Best Practices Guide

For detailed best practices on configuring your system to receive ETL data from BigPanda, see the Receiving BigPanda raw data guide in BigPanda University. (You must log in to BPU to access the content)

Schema

Each of the objects below are available for ETL sync or can be downloaded in CSV format.

  • Activities - a single action that a user has been doing
  • Change Relations Activities - changes that have been marked as matched or not matched to an Incident
  • Changes - Changes that have been sent to and processed by BigPanda
  • Change Tags - the tags associated to a single change in BigPanda
  • Entities - a single aggregated alert in BigPanda (e.g, a row in the BigPanda timeline view)
  • Events - all status changes for a single raw event in BigPanda
  • Incidents - a single BP Incident
  • Incident Tags - the incident tags associated with a single BigPanda incident
  • Maintenance Events - events that matched to BigPanda maintenance plans
  • Maintenance Plans - a single BigPanda maintenance plan
  • Matchers Log - the correlation patterns that matched and applied to a single BigPanda incident
  • RCC Related Changes - a single change suspected as a potential root cause by the BigPanda algorithm for a single incident
  • Tags - a single tag of an entity
  • User - a single user
  • VW Tags - View Tags - all tags of an entity with normalized fields

In the ETL process, 2 additional columns are added to each table with ETL information:

  • _sys_import_time - the timestamp of the sync
  • _sys_execution_id - The unique identifier of the sync execution

📘

When using the BigPanda ETL, incident_id and tag_id are the primary identifiers

For details on the attributes for each available object, see the Raw Data ETL Schema documentation.

ETL Raw CSV Schema

ETL Raw CSV Schema

tags or vw_tags table
In the raw CSV, this table is called the tags table and all tag values of an entity appear on their own row in columns for each entity.

During ETL, this data is condensed so that each tag will have its own value column. This creates the view tags or vw_tags table. The system will also look through a configured list of host and check fields and create the _normalized_check and _normalized_host columns with the first value found.

AWS S3-Based Sync

An S3 Sync can be configured to mirror BigPanda BI analytics information in your organization’s S3 bucket.

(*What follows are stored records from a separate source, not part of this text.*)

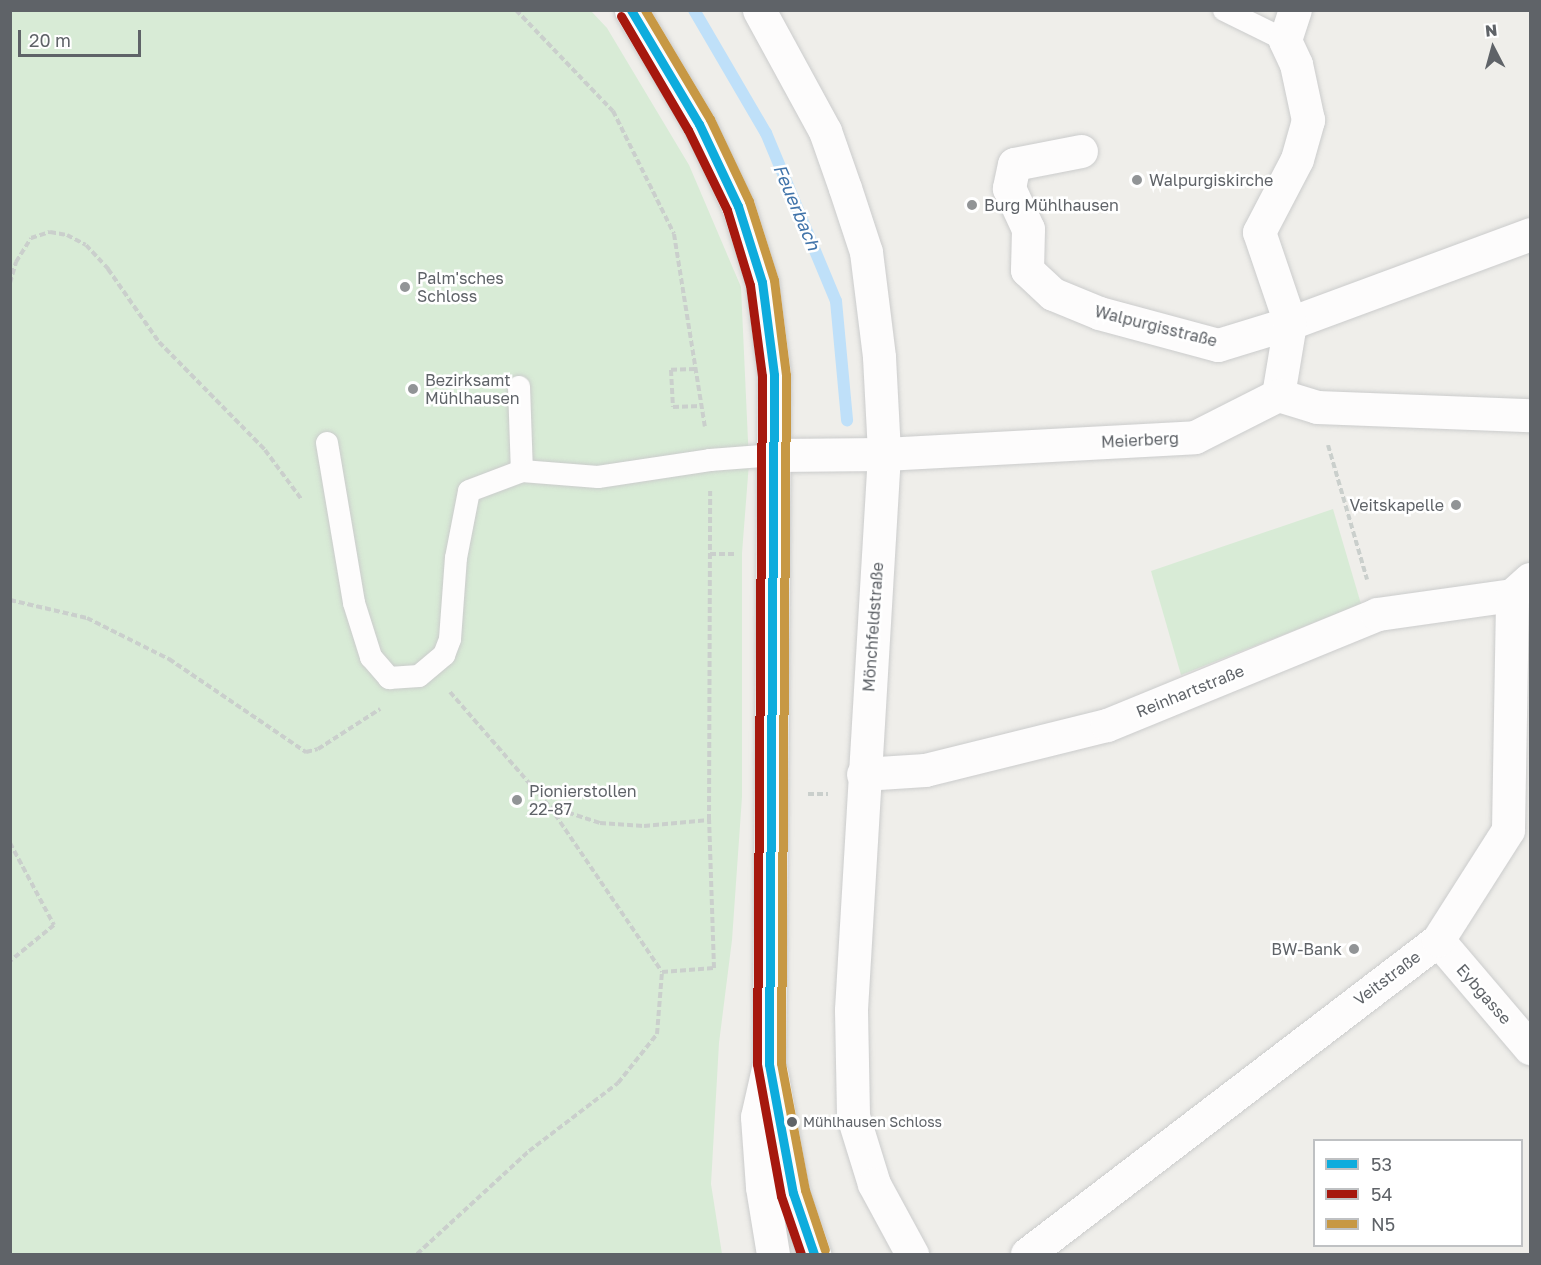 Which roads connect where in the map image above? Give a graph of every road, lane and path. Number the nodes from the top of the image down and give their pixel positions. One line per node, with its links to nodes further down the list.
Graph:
1 (516, 10): 10 (path)
2 (631, 10): 18 (street)
3 (759, 10): 17 (street, Mönchfeldstraße)
4 (1224, 10): 5 (lane)
5 (1290, 25): 9 (street)
6 (1081, 151): 9 (street, Walpurgisstraße)
7 (1530, 234): 9 (street, Walpurgisstraße)
8 (10, 283): 21 (path)
9 (1290, 323): 12 (street)
10 (695, 369): 13 (path); 13 (path)
11 (519, 387): 20 (lane)
12 (1278, 395): 14 (street); 17 (street, Meierberg)
13 (701, 406): 19 (path)
14 (1317, 407): 15 (street); 24 (path)
15 (1530, 415)
16 (327, 443): 26 (lane)
17 (884, 454): 18 (street, Meierberg); 28 (street, Mönchfeldstraße)
18 (775, 455): 19 (lane); 29 (street)
19 (710, 460): 20 (lane); 31 (path)
20 (522, 471): 26 (lane)
21 (304, 502)
22 (1521, 587): 24 (street, Reinhartstraße); 25 (street, Veitstraße)
23 (10, 600): 27 (path)
24 (1377, 614): 28 (street, Reinhartstraße)
25 (1521, 647): 33 (street, Veitstraße)
26 (430, 668): 30 (path)
27 (373, 716)
28 (862, 785): 29 (path); 41 (street, Mönchfeldstraße)
29 (772, 793): 37 (street)
30 (550, 807): 31 (path); 35 (path)
31 (709, 820): 35 (path)
32 (10, 843): 34 (path)
33 (1438, 940): 36 (street, Eybgasse); 42 (street, Veitstraße)
34 (10, 961)
35 (662, 972): 38 (path)
36 (1530, 1048)
37 (769, 1064): 39 (street); 40 (street)
38 (417, 1254)
39 (773, 1254)
40 (814, 1254)
41 (912, 1254)
42 (1027, 1254)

When the process is enabled in BigPanda, it starts generating the raw data files in CSV format into the S3 bucket on the BigPanda side. Replication privileges then allow the data to be replicated into the S3 bucket for your organization.

AWS S3 Configuration

  1. Contact your BigPanda Account Manager and they’ll set up an S3 bucket for you in BigPanda’s AWS infrastructure and enable the sync
  2. Create an S3 bucket with versioning enabled
  3. Provide BigPanda Support the ARN and AWS account ID
  4. BigPanda Support will provide a bucket policy
  5. Add the bucket policy to your bucket to begin to receive objects through replication
    a. Click on the bucket
    b. Click on the Permissions tab.
    c. Select Bucket Policy and enter the policy provided by support
    d. Click on the Management tab.
    e. Choose Replication and click More -> Receive objects
    f. Add BigPanda AWS Account ID in the source and click Done
  6. Confirm that the objects are received in your S3 bucket

Encryption

There is no encryption on the S3 bucket on BigPanda side. When the objects are replicated into the Customer bucket, they assume the destination privileges/permissions as well as encryption requirements.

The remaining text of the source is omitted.